International Women’s Day 2018: Women and HIV

International Women’s Day 2018: Women and HIV

Atticle by:  Audrey Nosenga

Students and Youths Working on Reproductive Health Action Team (SAYWHAT) joins the world in celebrating the International Women’s Day under the theme PressforProgress, The theme of the International Woman’s Day Campaign provides a unified direction to guard and galvanize collective action globally. The theme does not end on International Women’s Day but it’s just a starting point as it builds momentum throughout the whole year. What does this theme mean for women living with HIV in Zimbabwe and around the world?

HIV disproportionately affects women and adolescent girls mostly because of their unequal cultural, social and economic statuses in society.
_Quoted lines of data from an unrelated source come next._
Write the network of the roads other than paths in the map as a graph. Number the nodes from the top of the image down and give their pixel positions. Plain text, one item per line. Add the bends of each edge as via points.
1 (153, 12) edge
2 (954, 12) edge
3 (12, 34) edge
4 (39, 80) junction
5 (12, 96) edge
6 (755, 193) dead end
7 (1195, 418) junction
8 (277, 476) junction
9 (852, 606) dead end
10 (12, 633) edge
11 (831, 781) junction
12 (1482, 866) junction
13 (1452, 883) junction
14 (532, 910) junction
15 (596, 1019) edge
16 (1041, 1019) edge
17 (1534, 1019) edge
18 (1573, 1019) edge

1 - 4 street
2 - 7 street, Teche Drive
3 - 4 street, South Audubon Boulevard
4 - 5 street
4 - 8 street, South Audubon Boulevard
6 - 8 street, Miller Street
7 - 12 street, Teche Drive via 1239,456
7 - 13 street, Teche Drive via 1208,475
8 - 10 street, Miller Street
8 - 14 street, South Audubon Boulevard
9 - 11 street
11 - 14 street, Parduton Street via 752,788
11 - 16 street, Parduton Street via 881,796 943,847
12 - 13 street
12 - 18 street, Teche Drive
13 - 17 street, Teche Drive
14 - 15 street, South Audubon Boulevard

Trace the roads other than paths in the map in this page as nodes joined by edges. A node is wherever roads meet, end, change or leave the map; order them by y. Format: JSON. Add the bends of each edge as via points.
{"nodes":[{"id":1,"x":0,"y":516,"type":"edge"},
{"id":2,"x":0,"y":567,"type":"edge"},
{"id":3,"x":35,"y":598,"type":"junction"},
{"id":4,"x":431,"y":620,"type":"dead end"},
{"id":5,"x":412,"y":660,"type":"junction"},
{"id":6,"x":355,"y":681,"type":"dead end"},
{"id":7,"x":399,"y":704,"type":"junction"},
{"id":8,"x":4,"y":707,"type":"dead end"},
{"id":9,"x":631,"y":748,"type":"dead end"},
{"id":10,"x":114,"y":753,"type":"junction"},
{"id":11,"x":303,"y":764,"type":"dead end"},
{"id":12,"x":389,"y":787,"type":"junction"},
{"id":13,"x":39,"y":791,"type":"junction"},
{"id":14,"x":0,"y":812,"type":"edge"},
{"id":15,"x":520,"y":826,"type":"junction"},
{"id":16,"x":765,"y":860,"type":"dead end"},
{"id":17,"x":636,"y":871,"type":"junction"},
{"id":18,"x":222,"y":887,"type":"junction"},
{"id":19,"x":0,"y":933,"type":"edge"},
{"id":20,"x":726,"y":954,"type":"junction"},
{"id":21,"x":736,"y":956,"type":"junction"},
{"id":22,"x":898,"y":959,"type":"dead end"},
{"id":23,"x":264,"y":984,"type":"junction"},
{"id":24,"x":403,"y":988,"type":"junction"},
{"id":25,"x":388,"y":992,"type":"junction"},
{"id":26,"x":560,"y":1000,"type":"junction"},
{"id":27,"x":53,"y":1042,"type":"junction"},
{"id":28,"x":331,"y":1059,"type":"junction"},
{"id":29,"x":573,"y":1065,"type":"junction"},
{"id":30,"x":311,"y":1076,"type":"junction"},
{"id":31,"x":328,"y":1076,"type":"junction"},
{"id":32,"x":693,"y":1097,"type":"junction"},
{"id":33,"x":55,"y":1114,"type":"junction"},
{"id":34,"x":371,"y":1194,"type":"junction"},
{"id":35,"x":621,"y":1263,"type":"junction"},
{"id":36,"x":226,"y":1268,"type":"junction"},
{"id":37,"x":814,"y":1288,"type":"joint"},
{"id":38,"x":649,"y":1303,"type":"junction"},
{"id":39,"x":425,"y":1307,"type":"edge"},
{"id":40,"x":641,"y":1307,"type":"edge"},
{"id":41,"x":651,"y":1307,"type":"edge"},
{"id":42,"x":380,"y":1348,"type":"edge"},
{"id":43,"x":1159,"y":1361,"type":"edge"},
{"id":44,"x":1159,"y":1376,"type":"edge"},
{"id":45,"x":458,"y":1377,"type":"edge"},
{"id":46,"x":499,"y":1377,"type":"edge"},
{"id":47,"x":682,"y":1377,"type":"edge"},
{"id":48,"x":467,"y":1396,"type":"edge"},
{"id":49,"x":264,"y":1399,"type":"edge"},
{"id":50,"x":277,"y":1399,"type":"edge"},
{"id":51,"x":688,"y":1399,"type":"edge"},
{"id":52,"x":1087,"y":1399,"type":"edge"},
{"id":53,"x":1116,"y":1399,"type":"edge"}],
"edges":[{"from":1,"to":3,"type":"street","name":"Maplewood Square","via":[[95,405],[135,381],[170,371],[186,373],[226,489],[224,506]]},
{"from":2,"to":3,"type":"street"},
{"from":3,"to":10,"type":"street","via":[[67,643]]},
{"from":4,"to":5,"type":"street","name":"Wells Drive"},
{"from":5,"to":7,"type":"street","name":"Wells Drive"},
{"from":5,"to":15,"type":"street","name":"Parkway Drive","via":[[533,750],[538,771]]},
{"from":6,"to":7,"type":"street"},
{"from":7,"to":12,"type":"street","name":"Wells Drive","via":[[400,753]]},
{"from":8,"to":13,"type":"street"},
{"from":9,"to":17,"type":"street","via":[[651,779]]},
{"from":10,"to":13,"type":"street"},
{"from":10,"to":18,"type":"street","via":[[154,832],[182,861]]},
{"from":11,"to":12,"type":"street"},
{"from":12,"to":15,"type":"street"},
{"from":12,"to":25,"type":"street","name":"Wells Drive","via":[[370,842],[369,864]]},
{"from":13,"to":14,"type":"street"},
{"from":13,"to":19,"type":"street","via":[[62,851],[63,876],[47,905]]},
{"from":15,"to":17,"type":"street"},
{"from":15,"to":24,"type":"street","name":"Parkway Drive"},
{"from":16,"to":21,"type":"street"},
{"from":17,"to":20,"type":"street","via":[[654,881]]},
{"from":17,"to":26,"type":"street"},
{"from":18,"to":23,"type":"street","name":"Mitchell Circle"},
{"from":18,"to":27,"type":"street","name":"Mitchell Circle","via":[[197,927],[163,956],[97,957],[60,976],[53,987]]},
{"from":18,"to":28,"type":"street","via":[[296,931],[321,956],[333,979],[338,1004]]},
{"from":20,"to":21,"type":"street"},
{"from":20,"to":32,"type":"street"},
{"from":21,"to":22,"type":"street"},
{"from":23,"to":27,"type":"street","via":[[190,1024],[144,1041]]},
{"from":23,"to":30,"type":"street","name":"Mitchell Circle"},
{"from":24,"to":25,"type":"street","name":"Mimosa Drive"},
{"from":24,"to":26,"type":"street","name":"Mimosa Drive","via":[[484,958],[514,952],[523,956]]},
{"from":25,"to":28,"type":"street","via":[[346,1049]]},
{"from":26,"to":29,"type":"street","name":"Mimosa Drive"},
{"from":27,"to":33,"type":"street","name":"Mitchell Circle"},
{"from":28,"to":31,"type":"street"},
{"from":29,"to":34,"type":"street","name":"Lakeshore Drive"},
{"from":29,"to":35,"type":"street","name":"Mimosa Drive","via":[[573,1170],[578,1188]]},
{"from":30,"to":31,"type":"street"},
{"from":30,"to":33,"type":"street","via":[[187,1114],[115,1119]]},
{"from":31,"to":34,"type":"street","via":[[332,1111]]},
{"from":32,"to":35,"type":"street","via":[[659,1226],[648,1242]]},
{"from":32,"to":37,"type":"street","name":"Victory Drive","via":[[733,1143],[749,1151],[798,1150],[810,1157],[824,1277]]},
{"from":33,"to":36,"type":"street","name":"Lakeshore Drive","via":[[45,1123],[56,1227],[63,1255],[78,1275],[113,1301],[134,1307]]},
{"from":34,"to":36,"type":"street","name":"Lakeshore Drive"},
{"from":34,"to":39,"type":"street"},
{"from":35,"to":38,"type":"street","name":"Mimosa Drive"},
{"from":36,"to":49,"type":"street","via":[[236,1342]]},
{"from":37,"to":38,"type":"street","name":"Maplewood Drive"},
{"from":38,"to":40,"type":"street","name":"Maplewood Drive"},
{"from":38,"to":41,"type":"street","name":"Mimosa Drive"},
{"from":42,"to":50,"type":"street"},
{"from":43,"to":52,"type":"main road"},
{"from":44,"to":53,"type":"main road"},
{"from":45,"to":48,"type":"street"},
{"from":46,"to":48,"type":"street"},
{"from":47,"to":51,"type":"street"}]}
Intimate partner violence, inequitable laws and harmful traditional practices reinforce unequal power dynamics between men and women, with younger women in particular being the most disadvantaged. Although HIV is not only driven by gender inequalities, it entrenches gender inequality, leaving women more vulnerable to its impact. In Zimbabwe and many other developing countries, women face significant barriers to accessing healthcare services. These barriers occur at the individual, interpersonal, community and societal levels. Barriers take any forms including denial of access to services that only women require, discrimination from service providers stemming from views around female sexuality, and poor quality services. Procedures relating to a woman’s sexual and reproductive health (SRH) performed without consent like forced virginity examinations and illegal abortions also deter women from accessing services. In some cases healthcare providers do not fully understand sexual reproductive and health rights of women and this can lead to women choosing to have illegal abortions as they are misinformed about their options and how to protect their health as well of their child’s. In some cases women require the consent of spouses or partners to access SHR services. A lack of access to comprehensive HIV and SRH services means that women are less able to look after their Sexual and Reproductive Health and Rights and increase the risk of HIV infection.

In a number of settings where SRHR and HIV services exist they are primarily for married women with children and do not meet the specific needs of unmarried young women and adolescent girls. Most health care providers often lack the training and skills to deliver youth-friendly services and do not fully understand laws around age of consent. In some cases young women have knowledge of where to obtain SRH information and services but they face offensive experience with service providers’, unsupportive attitudes, power dynamics in relationships and communication issues with parents and community members prevent them from accessing and utilizing the information and services that they need. Due to dominant cultural and religious norms, sexual activities outside of marriage are often unaccepted by both service providers and the young people themselves. As a result service providers are reluctant to provide SRH services to unmarried but sexually active young people who in some cases are young women and more often these young women are too ashamed or afraid to ask for assistance.

Poverty is an overarching factor that increases vulnerability to and the impact of HIV. Transactional sex, early marriages and abusive relationships which may be as a result of financial challenges, exposes young women to violence and abuse. It’s a  sad scenario that food insecurity often linked to poverty, acts as barrier to treatment for women living with HIV. This increases both the risk of HIV advancing and onward transmission. Transactional sex with older man is more likely to expose young women to unsafe sexual behaviors, low condom use and an increased risk of sexually transmitted infections.

Issues to do with Gender Based Violence prevents many young women from protecting themselves against HIV. In this case Gender Based Violence which can be seen as a physical manifestation of gender inequality has been shown to act as a barrier to the uptake of HIV testing and counseling, to the disclosure of HIV-positive status, and to antiretroviral treatment (ART) uptake and adherence, including among pregnant women who receive ART as part of services to prevent mother-to-child transmission (PMTCT).

As we continue to fight against AIDS with the hope of an HIV free generation, this International Women’s Day may we all think and act towards protecting women in all aspects of life. Collective action and shared responsibility for driving gender parity is what makes International Woman’s Day successful. International Women’s Day belongs to all communities everywhere- governments, companies, charities, educational institutions, networks, associations, the media and many more. Whether throughout the global conference, community gathering, classroom lesson or dinner table conversation- everyone can play a purposeful part in pressing for gender equality.

So make International Women’s Day YOUR day and do what you can to truly make a positive difference for women. Protect them against HIV/AIDS and help them decide.